Fiber Pulling & Blowing
Once conduit is in place, fiber cable is deployed — either pulled using a mule tape or pneumatically blown using compressed air equipment. Air-blowing is the preferred method for long runs because it reduces mechanical stress on the cable and allows future upgrades without re-trenching. Proper tension and bend radius controls are non-negotiable at this stage.
Splicing & Termination
Individual fiber strands are joined at splice points using fusion splicing — a process that welds two fiber ends together with an electric arc, producing a near-seamless optical connection. At endpoints, cables are terminated with connectors that interface with active equipment. Every splice and termination point is documented and housed in weather-protected enclosures.
Testing & Certification
Every installed fiber strand is tested using an Optical Time Domain Reflectometer (OTDR), which sends a light pulse down the cable and measures reflections to identify splice loss, connector performance, and any faults. Results are compared against project specifications. Nothing gets handed off without passing certification — this protects both the network owner and the contractor.
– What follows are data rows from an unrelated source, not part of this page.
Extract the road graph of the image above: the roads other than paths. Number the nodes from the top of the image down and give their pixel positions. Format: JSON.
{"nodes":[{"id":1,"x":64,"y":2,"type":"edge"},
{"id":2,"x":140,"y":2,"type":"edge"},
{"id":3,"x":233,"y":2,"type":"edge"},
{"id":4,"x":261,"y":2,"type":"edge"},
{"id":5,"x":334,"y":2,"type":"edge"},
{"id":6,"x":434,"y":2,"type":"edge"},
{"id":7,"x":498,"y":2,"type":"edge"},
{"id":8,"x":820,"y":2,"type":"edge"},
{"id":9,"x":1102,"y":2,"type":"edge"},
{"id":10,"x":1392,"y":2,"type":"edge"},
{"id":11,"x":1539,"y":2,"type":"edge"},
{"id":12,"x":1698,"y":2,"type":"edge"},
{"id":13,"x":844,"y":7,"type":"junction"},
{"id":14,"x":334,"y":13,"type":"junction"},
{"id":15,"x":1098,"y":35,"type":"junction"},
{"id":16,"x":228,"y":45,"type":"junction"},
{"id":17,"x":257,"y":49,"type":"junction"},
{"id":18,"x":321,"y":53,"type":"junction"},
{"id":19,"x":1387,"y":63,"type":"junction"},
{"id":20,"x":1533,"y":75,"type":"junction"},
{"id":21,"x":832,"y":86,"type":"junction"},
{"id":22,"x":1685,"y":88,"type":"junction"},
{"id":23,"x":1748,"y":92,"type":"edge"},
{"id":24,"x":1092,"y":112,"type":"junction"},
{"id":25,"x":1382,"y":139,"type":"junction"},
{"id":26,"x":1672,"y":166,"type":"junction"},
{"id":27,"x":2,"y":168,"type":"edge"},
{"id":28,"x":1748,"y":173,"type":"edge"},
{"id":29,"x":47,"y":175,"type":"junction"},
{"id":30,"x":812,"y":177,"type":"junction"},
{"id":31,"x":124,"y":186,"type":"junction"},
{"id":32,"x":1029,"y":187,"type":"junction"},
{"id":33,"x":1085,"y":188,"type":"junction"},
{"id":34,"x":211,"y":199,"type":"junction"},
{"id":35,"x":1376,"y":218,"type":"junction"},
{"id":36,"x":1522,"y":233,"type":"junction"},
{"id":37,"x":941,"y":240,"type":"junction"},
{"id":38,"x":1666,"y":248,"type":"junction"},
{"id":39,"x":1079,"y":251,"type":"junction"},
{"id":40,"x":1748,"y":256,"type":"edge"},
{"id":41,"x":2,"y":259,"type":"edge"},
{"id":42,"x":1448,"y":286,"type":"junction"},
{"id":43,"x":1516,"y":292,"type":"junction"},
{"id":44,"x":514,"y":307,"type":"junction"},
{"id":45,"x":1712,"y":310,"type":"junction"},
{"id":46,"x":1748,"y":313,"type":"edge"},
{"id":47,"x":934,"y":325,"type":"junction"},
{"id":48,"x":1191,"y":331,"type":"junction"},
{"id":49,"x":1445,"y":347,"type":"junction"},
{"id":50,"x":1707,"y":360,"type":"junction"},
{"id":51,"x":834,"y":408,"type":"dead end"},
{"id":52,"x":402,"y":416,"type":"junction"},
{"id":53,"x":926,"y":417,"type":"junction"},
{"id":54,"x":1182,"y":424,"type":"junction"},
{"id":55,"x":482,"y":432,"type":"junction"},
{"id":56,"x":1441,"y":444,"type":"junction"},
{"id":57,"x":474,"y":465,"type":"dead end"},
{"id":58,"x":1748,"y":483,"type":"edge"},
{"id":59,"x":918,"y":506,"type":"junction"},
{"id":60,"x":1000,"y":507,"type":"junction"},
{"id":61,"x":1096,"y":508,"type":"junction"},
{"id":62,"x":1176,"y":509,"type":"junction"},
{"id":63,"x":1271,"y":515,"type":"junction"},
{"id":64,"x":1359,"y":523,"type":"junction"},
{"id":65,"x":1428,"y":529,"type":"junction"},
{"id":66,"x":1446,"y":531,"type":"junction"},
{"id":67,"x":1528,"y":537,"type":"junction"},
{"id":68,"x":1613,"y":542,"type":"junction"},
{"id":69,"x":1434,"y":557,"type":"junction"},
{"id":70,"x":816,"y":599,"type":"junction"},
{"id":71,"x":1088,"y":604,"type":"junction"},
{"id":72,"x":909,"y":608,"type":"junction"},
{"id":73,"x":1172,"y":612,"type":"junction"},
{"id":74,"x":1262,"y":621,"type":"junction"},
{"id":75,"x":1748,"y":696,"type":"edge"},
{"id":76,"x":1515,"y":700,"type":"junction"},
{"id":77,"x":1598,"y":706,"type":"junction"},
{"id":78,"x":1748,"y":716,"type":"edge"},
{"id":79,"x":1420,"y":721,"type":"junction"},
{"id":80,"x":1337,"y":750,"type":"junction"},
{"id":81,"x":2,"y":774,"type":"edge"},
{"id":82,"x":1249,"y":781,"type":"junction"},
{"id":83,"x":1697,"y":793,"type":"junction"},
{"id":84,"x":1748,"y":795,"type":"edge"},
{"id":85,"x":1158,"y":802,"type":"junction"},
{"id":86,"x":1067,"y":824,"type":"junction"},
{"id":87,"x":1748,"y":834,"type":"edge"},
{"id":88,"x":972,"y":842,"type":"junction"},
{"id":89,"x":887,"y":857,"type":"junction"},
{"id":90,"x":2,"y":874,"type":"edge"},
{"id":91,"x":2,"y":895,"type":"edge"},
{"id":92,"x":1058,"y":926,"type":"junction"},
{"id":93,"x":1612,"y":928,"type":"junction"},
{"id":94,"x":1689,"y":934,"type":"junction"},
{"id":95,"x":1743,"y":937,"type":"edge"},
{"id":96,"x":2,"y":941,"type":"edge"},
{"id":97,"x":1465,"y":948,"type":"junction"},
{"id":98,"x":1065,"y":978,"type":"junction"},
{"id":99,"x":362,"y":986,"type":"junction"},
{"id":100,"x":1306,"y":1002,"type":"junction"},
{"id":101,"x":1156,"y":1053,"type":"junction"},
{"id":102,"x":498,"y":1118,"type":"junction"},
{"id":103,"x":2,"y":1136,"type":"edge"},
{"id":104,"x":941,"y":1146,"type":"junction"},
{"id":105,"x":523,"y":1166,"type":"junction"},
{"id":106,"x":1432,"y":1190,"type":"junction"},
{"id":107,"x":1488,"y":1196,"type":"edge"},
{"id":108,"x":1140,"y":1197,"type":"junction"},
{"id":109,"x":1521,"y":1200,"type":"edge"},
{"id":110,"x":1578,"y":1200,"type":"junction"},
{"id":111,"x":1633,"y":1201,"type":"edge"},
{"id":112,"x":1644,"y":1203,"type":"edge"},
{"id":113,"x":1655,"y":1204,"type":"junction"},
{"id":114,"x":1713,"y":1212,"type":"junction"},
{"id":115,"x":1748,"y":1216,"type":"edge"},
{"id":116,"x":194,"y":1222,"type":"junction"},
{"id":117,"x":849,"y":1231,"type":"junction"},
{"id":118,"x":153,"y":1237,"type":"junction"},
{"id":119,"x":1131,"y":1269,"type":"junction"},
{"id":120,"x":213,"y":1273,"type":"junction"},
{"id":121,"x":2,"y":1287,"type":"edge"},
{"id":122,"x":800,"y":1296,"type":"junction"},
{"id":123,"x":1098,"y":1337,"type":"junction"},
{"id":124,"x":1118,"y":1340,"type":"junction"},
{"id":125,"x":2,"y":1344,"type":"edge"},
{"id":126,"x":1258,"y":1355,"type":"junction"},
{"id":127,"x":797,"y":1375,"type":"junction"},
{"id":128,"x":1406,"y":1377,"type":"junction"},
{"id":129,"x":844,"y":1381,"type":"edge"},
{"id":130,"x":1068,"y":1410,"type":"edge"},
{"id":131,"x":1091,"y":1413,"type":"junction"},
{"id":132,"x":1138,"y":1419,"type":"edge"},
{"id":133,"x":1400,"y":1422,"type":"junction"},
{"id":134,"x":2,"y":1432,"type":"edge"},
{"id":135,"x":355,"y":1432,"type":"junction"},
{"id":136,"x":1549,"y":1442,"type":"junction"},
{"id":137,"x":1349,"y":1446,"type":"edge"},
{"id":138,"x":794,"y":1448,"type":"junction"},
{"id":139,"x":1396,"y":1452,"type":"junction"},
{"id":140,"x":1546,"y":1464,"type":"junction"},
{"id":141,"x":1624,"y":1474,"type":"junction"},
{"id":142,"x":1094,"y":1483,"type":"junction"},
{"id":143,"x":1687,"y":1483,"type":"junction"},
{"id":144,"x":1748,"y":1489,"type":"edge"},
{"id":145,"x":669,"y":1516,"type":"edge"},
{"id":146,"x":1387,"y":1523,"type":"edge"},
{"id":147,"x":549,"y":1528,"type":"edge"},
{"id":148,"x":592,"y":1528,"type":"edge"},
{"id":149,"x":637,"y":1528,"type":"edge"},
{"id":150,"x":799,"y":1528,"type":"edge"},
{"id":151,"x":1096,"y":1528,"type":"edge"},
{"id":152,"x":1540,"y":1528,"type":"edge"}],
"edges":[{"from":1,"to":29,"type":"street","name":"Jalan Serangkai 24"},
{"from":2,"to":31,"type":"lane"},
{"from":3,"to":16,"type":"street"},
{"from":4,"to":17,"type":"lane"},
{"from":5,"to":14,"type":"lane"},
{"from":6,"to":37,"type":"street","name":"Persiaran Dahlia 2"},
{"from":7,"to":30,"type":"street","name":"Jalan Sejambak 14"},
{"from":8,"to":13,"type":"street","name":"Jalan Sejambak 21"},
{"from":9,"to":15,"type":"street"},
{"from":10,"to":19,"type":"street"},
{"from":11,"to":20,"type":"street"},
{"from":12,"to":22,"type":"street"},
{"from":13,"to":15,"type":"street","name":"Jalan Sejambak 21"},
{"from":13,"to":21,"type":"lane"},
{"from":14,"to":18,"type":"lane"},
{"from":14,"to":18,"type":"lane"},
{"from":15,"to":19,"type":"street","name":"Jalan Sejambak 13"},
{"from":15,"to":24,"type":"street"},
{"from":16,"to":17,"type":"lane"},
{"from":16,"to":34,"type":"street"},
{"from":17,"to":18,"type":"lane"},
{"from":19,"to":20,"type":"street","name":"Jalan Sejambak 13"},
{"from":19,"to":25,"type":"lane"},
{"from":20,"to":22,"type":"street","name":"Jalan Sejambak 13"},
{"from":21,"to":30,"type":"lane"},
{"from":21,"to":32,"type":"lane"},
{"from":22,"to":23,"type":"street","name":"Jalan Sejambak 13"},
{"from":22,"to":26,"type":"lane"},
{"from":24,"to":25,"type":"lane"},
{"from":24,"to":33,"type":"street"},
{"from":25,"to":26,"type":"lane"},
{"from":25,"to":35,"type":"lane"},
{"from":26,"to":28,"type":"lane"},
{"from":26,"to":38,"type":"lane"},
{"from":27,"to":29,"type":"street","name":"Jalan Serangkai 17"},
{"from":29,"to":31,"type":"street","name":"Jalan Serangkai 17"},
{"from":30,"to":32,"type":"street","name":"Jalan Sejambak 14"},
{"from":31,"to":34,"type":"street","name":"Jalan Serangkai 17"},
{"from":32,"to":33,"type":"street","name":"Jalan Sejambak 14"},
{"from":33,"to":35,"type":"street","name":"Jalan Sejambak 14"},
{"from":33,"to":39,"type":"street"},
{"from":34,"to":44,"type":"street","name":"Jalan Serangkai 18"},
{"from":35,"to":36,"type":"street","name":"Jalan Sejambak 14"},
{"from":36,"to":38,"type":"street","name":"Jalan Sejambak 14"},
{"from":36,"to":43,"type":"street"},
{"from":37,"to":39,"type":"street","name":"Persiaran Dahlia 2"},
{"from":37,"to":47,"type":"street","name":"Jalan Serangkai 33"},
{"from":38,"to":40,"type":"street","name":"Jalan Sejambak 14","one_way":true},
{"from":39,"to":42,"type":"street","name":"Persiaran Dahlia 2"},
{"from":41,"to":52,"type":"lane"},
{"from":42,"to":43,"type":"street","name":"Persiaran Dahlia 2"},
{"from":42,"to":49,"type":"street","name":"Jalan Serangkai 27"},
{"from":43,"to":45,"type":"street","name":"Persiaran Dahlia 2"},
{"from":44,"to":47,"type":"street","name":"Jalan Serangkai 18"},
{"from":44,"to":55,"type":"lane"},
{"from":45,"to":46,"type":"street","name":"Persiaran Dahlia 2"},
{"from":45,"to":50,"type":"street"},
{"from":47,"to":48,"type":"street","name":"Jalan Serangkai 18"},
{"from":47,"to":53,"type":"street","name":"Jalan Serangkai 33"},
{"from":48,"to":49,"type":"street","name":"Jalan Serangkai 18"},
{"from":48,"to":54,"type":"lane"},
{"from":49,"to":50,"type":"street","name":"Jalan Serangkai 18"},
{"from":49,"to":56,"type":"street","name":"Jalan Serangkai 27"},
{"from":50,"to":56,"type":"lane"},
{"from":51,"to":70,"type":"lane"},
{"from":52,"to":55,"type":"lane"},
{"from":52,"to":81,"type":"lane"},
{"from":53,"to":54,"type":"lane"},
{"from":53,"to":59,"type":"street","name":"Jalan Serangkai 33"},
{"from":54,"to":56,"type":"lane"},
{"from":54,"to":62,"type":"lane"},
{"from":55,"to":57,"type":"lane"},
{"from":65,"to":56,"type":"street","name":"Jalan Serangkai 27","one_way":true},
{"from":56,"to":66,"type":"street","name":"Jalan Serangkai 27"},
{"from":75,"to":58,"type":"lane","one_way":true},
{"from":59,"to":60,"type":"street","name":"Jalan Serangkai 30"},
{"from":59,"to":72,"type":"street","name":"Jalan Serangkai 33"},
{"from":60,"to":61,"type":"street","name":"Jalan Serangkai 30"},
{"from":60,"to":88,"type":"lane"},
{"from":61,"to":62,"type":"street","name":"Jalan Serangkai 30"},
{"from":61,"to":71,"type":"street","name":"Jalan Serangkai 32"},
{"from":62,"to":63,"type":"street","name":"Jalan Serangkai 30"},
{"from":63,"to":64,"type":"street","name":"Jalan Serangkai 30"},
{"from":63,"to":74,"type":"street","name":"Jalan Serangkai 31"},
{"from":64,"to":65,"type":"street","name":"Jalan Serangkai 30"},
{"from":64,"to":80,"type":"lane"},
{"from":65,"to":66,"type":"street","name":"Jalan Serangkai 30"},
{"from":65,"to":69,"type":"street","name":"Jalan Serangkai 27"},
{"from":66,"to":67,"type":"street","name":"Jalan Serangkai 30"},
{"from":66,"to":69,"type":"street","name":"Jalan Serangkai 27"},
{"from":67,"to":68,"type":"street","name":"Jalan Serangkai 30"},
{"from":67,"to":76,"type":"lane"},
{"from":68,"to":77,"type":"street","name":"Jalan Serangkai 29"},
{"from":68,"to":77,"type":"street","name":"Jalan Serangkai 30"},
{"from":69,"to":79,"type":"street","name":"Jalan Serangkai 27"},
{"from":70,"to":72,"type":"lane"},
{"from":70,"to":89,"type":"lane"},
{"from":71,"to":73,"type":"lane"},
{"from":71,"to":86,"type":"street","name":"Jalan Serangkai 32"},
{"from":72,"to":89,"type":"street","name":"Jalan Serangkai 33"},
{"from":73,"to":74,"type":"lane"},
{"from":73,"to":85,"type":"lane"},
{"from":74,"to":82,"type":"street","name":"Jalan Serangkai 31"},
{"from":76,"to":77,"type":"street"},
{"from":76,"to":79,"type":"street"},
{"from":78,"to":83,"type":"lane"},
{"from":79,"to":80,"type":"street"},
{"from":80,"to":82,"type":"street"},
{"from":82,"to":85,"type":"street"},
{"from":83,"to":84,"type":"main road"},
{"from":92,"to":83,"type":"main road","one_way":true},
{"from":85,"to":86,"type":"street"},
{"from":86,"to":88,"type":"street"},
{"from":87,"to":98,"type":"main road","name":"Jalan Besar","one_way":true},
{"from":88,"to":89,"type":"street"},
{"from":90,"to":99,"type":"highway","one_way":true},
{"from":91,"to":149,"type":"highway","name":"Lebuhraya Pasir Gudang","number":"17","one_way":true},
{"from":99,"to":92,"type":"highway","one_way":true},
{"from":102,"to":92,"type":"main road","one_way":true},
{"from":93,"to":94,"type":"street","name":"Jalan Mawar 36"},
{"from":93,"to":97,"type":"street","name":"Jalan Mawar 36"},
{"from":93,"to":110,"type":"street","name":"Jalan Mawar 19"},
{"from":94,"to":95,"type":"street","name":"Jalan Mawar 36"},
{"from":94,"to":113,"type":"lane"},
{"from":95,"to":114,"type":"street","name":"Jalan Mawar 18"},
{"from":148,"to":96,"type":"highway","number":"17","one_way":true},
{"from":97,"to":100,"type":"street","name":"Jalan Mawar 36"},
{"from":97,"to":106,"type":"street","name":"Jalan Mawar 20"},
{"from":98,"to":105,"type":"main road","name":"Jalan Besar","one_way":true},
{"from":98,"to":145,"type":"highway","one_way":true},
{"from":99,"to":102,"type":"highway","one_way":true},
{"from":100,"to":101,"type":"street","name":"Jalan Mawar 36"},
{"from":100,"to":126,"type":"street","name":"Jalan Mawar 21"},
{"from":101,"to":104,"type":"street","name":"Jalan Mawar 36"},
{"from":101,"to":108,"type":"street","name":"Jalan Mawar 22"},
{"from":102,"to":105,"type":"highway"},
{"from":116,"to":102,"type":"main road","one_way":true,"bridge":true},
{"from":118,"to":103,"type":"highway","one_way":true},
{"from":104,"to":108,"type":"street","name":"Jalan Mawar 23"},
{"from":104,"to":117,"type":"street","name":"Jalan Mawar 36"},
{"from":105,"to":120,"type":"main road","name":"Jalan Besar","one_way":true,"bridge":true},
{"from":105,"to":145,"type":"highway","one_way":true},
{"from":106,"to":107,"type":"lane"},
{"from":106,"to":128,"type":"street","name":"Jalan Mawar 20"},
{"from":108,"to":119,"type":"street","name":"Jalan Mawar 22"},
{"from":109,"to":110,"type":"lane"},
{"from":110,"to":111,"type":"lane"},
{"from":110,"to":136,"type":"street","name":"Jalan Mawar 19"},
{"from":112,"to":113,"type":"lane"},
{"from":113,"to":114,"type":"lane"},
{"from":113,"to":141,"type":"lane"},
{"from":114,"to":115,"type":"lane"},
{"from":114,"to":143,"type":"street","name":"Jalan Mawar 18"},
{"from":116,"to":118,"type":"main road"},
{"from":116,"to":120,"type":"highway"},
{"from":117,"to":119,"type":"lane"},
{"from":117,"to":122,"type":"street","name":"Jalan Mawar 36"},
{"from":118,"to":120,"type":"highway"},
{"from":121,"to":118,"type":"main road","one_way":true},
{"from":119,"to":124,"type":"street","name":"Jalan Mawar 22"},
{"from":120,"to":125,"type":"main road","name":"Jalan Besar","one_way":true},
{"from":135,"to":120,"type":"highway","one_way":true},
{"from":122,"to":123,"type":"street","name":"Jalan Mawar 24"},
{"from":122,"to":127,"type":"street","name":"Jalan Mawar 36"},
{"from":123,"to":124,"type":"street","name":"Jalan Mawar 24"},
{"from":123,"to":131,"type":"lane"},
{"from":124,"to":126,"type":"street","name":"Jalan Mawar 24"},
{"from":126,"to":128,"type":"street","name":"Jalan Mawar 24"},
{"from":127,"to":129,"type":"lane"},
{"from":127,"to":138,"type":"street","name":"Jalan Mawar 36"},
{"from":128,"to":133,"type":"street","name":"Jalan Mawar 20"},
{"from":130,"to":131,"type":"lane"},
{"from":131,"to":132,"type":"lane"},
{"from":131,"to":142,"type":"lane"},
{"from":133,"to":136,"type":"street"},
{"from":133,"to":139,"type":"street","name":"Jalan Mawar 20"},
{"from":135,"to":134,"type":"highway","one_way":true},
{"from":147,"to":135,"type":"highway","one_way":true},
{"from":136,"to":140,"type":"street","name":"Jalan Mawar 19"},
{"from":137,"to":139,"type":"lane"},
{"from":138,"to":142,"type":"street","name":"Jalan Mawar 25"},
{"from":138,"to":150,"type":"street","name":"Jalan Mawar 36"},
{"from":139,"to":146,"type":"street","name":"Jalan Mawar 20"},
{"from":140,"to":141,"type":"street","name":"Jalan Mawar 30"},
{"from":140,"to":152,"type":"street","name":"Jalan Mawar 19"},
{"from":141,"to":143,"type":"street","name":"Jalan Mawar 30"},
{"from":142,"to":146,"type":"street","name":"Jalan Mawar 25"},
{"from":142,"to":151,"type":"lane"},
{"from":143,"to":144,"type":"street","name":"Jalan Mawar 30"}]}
Restoration & Final Handoff
After testing passes, crews restore all disturbed surfaces — backfilling trenches, repaving or re-seeding as required, and removing temporary markings. Final as-built documentation is compiled, including GPS-referenced maps of all buried infrastructure. The project is then formally handed to the network owner with full record packages.
Fiber infrastructure is long-term. A network installed to spec today requires minimal maintenance for 25+ years. Shortcuts in any phase — especially surveying, splicing, or testing — compound into costly outages and re-work down the road. The difference between a good contractor and a great one shows up in phase documentation, not just phase completion.